Menjelang akhir 2016, aku memutuskan berhenti bekerja. Ada kekhawatiran, bagaimana nanti kalau bosan di rumah? Biasanya sama-sama keluar pagi, ketemu lagi dengan anak dan suami siang atau sore hari.
Macam-macam kecemasan muncul. Apakah aku akan jadi babu di rumah sendiri? Tak punya penghasilan, lalu terlalu bergantung pada suami. Biasanya si Adek dititipkan di rumah balita, sekarang diasuh sendiri 24 jam!
Tapi prinsip bahwa kepala kita di bawah kendali kita, membuatku sebaik mungkin berupaya memenej harapan dan kekhawatiran. Prasangka buruk tak boleh menguasai hati!
Dan kujalanilah satu tahun penuh menjadi pengangguran. Selama 300-an hari itu, aku belajar ekonomi syariah, mengasah kembali kemampuan menulis. Ikut kelas ini itu, baca ini itu. Ternyata, aku justru menikmatinya!
Sampai kemudian salah satu platform menulis benar-benar bisa memberiku gaji berkali-kali lipat dari yang kudapatkan ketika bekerja rutin Senin-Jumat pagi sampai sore.
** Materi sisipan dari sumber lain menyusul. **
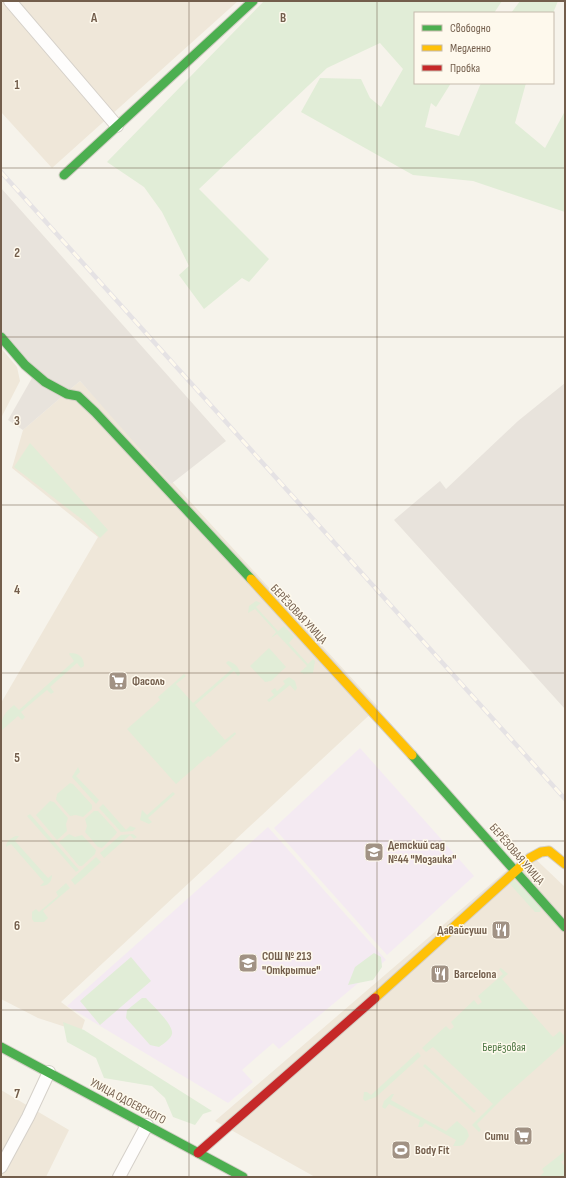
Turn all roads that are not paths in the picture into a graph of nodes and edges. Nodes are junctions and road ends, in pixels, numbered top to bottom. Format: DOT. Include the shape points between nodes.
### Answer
graph roads {
  1 [pos="10,1"];
  2 [pos="253,1"];
  3 [pos="117,126"];
  4 [pos="64,175"];
  5 [pos="1,336"];
  6 [pos="565,864"];
  7 [pos="516,871"];
  8 [pos="565,926"];
  9 [pos="1,1047"];
  10 [pos="49,1072"];
  11 [pos="147,1125"];
  12 [pos="198,1152"];
  13 [pos="1,1167"];
  14 [pos="119,1177"];
  15 [pos="243,1177"];
  1 -- 3 [label="street"];
  2 -- 3 [label="street"];
  3 -- 4 [label="street"];
  5 -- 7 [label="street, БЕРЁЗОВАЯ УЛИЦА" via="27,368 52,387 69,396 78,396 95,412 371,708"];
  6 -- 7 [label="street" via="547,850 540,851"];
  7 -- 8 [label="street, БЕРЁЗОВАЯ УЛИЦА"];
  7 -- 12 [label="street" via="397,979"];
  9 -- 10 [label="street, УЛИЦА ОДОЕВСКОГО"];
  10 -- 11 [label="street, УЛИЦА ОДОЕВСКОГО"];
  10 -- 13 [label="street"];
  11 -- 12 [label="street, УЛИЦА ОДОЕВСКОГО"];
  11 -- 14 [label="street"];
  12 -- 15 [label="street, УЛИЦА ОДОЕВСКОГО"];
}
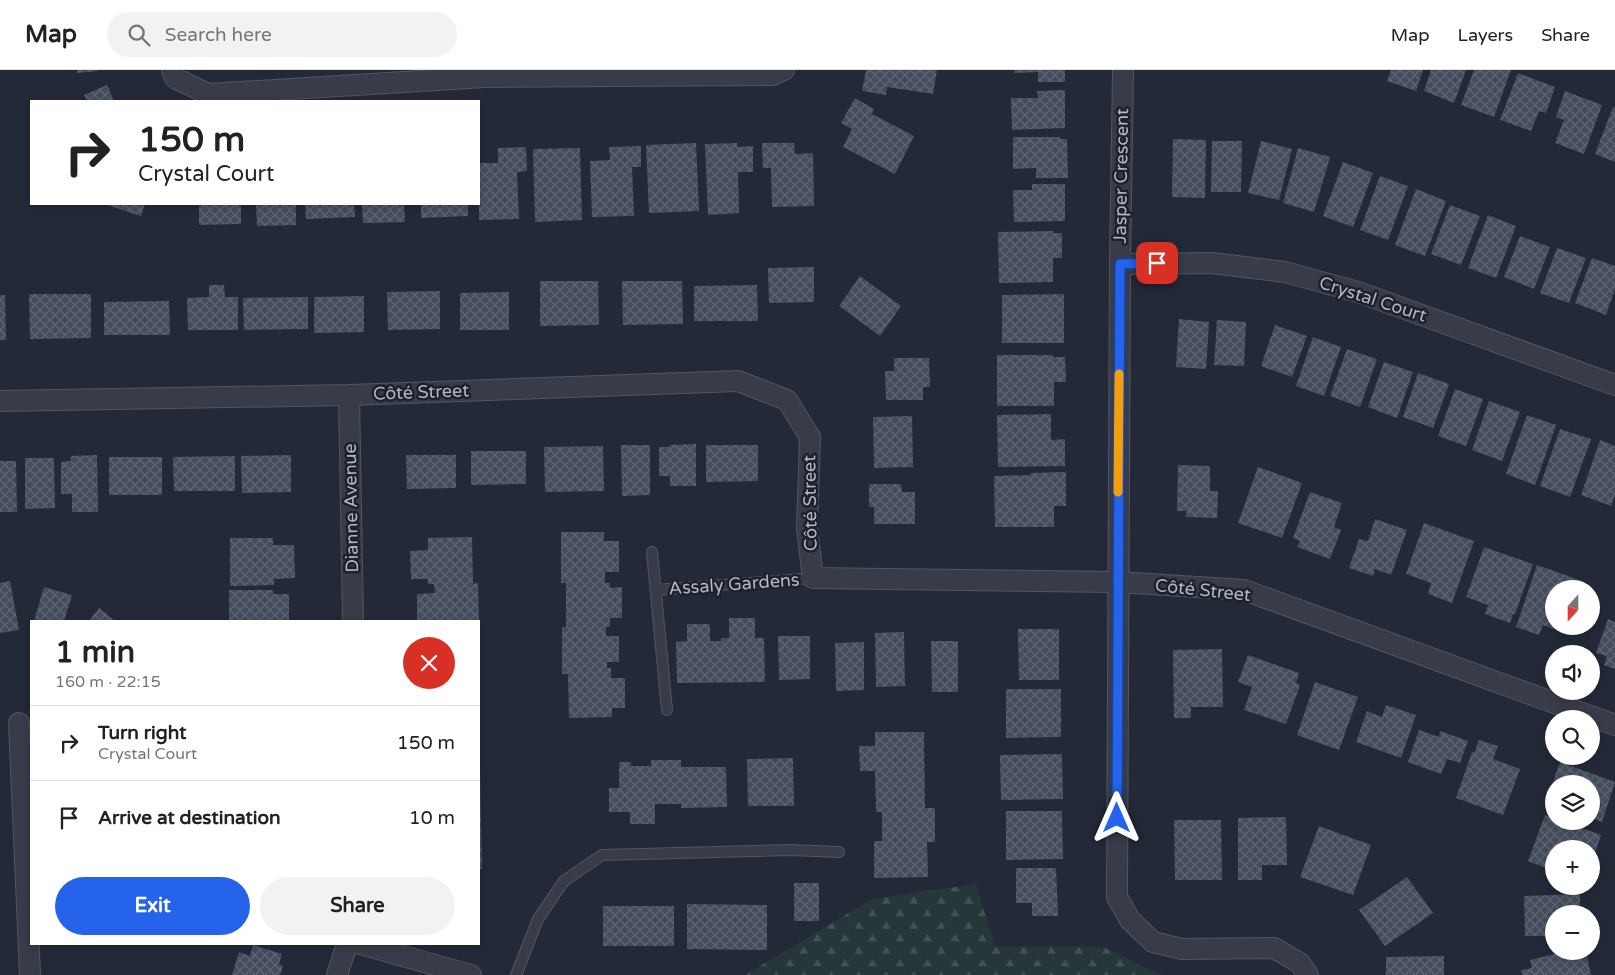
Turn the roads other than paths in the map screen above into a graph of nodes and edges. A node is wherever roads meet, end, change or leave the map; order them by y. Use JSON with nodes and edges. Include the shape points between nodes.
{"nodes":[{"id":1,"x":172,"y":70,"type":"edge"},
{"id":2,"x":784,"y":70,"type":"edge"},
{"id":3,"x":1123,"y":70,"type":"edge"},
{"id":4,"x":485,"y":74,"type":"edge"},
{"id":5,"x":1120,"y":264,"type":"junction"},
{"id":6,"x":1615,"y":385,"type":"edge"},
{"id":7,"x":349,"y":395,"type":"junction"},
{"id":8,"x":0,"y":400,"type":"edge"},
{"id":9,"x":652,"y":552,"type":"dead end"},
{"id":10,"x":813,"y":578,"type":"junction"},
{"id":11,"x":1118,"y":582,"type":"junction"},
{"id":12,"x":656,"y":590,"type":"junction"},
{"id":13,"x":353,"y":620,"type":"edge"},
{"id":14,"x":667,"y":710,"type":"dead end"},
{"id":15,"x":19,"y":723,"type":"dead end"},
{"id":16,"x":1615,"y":725,"type":"edge"},
{"id":17,"x":839,"y":852,"type":"dead end"},
{"id":18,"x":346,"y":945,"type":"edge"},
{"id":19,"x":364,"y":945,"type":"edge"},
{"id":20,"x":30,"y":975,"type":"edge"},
{"id":21,"x":337,"y":975,"type":"edge"},
{"id":22,"x":471,"y":975,"type":"edge"},
{"id":23,"x":516,"y":975,"type":"edge"},
{"id":24,"x":1308,"y":975,"type":"edge"}],
"edges":[{"from":1,"to":4,"type":"street","via":[[175,78],[208,94]]},
{"from":2,"to":4,"type":"street","via":[[773,75]]},
{"from":3,"to":5,"type":"street","name":"Jasper Crescent"},
{"from":5,"to":6,"type":"street","name":"Crystal Court","via":[[1212,263],[1285,272],[1358,292]]},
{"from":5,"to":11,"type":"street","name":"Jasper Crescent"},
{"from":7,"to":8,"type":"street","name":"Côté Street"},
{"from":7,"to":10,"type":"street","name":"Côté Street","via":[[738,381],[787,400],[810,437],[807,528]]},
{"from":7,"to":13,"type":"street","name":"Dianne Avenue"},
{"from":9,"to":12,"type":"lane","name":"Assaly Gardens"},
{"from":10,"to":11,"type":"street","name":"Côté Street"},
{"from":10,"to":12,"type":"lane","name":"Assaly Gardens"},
{"from":11,"to":16,"type":"street","name":"Côté Street","via":[[1244,590]]},
{"from":11,"to":24,"type":"street","name":"Jasper Crescent","via":[[1117,897],[1130,920],[1153,942],[1182,949],[1274,948],[1300,962]]},
{"from":12,"to":14,"type":"lane","name":"Assaly Gardens"},
{"from":15,"to":20,"type":"street"},
{"from":17,"to":23,"type":"lane","via":[[790,850],[602,855],[564,881],[538,919]]},
{"from":18,"to":21,"type":"street"},
{"from":19,"to":22,"type":"street"}]}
Keduanya sama-sama baik, masing-masing punya kelebihan dan kekurangan.
Tapi fokusku bukan soal pekerjaan dan gaji. Tapi penerimaan bahwa beginilah nasib yang sudah digariskan. Jalani saja.
Penyangkalan hanya akan membuat kerja pikiran kita makin berat. Tidak produktif, menyia-nyiakan waktu. Pada akhirnya kekhawatiranku terbukti konyol semua.
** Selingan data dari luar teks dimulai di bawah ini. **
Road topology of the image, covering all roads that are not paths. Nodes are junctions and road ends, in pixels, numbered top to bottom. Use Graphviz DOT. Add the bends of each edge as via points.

Alih-alih bosan, aku malah malas keluar rumah. Ada buku, HP, TV, dan anak, untuk pelipur bosan! Aku belum kaya sama sekali, jadi jangan bilang, "Ya enak fasilitas terpenuhi." Nggak!
Suamiku juga bukan penjajah yang merasa boleh memperbudak istri hanya karena keuangan di tangannya semua. Malah ketika aku mulai punya penghasilan lagi, beliau tak mau aku menggunakannya, bahkan untuk kebutuhanku sendiri. Simpan saja, untuk kalau terdesak. Ya seperti kondisi sekarang ini.
Melihat keluhan orang-orang yang terpaksa di rumah, dan mengaku sangat bosan, aku ingin memberi saran. Nikmati saja sampai batas mana bisa dinikmati. Percaya deh, kalau sudah mentok, pertolongan itu pasti datang.
Kalau Allah menelantarkanmu, pasti sudah sejak lama kamu punah. Nyatanya kita masih bisa ketemu 2020 yang berat ini kan? Masih banyak kok yang bisa disyukuri.